TechFlow, selon un rapport de Coindesk daté du 26 juin, Tim Zöllitz, chef du risque chez Crypto Risk Metrics, a indiqué que malgré les clarifications apportées par l'Autorité européenne des marchés financiers (AEMF), de nombreux fournisseurs de services d'actifs cryptographiques (CASPS) au sein de l'Union européenne pourraient mal interpréter la date limite relative aux divulgations de durabilité prévue par la loi MiCA.

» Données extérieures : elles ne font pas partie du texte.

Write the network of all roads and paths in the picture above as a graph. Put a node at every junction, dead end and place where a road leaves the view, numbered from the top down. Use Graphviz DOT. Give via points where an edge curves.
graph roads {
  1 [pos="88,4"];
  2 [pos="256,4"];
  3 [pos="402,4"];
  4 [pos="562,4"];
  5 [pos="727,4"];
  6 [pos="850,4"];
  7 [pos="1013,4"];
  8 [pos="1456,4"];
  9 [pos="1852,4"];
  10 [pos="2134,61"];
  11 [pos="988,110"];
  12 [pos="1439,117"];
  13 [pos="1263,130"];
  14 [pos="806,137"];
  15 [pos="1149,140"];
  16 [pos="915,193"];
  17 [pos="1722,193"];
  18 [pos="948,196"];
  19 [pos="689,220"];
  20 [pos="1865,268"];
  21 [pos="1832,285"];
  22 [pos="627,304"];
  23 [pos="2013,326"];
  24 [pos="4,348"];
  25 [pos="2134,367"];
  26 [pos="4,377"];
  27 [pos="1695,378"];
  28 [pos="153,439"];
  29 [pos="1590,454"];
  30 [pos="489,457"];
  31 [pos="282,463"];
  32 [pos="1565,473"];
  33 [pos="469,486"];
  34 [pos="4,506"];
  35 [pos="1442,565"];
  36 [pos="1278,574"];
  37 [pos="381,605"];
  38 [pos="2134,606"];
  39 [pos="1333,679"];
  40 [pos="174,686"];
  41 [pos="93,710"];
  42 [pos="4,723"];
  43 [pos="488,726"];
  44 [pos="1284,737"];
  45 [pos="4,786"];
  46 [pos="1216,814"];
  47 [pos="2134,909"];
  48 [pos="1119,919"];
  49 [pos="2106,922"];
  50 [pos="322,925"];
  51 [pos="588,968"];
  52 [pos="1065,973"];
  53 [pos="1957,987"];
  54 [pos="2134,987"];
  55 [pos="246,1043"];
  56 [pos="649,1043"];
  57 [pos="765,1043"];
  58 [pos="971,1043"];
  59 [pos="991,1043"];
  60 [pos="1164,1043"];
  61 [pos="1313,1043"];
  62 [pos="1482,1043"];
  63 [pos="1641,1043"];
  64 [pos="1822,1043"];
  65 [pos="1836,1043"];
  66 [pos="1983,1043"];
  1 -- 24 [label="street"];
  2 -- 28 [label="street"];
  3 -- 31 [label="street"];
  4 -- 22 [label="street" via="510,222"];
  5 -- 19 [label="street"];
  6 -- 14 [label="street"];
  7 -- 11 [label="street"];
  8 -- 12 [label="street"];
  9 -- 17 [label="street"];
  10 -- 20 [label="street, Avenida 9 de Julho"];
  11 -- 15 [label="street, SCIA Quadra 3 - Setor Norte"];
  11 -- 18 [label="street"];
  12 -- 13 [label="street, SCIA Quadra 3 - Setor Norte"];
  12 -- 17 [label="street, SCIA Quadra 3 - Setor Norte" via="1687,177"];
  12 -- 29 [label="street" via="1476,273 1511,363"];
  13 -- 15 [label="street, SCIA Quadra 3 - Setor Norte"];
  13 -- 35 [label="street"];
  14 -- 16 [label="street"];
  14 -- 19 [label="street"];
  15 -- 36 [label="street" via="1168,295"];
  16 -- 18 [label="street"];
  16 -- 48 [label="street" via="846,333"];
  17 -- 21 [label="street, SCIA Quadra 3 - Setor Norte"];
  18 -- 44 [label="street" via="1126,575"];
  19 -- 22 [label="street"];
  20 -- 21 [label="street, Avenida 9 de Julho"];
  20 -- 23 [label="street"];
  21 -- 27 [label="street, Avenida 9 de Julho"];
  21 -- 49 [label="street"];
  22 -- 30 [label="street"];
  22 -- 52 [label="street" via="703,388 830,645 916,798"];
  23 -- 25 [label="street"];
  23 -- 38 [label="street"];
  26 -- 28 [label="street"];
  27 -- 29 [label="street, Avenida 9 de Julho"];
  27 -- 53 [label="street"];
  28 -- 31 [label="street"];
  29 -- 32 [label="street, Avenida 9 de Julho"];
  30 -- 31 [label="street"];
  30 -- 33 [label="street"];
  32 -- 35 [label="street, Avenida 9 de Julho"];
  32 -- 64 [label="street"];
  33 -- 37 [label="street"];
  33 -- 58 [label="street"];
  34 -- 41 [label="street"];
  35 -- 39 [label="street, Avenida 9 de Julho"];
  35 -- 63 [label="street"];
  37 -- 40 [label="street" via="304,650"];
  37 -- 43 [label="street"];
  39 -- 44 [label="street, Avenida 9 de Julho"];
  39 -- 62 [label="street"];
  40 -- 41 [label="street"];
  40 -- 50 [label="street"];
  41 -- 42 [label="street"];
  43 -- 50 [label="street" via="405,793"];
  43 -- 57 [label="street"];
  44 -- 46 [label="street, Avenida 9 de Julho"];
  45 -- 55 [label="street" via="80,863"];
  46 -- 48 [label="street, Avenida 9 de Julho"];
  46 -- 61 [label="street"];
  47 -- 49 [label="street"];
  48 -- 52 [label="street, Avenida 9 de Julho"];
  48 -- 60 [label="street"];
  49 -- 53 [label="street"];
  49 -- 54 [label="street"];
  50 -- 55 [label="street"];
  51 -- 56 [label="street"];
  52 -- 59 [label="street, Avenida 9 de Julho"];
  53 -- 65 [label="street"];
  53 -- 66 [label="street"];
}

Une enquête révèle qu'au-delà de 80 % des CASPS ne sont pas encore conscients qu'ils devront communiquer des données relatives à l'environnement, au social et à la gouvernance (ESG) à compter du 1er janvier 2025. La réglementation MiCA exige que les émetteurs de jetons adossés à des actifs et de jetons monnaie électronique réalisent des divulgations de durabilité à partir du 30 juin 2024, tandis que les CASPS devront commencer à se conformer à ces obligations avant la fin de l'année.
Zöllitz explique que bien que la réglementation impose la mention de l'impact environnemental dans le livre blanc, l'AEMF précise clairement dans son document de consultation que les entités cryptographiques doivent rendre ces informations accessibles en une position bien visible sur leur site web.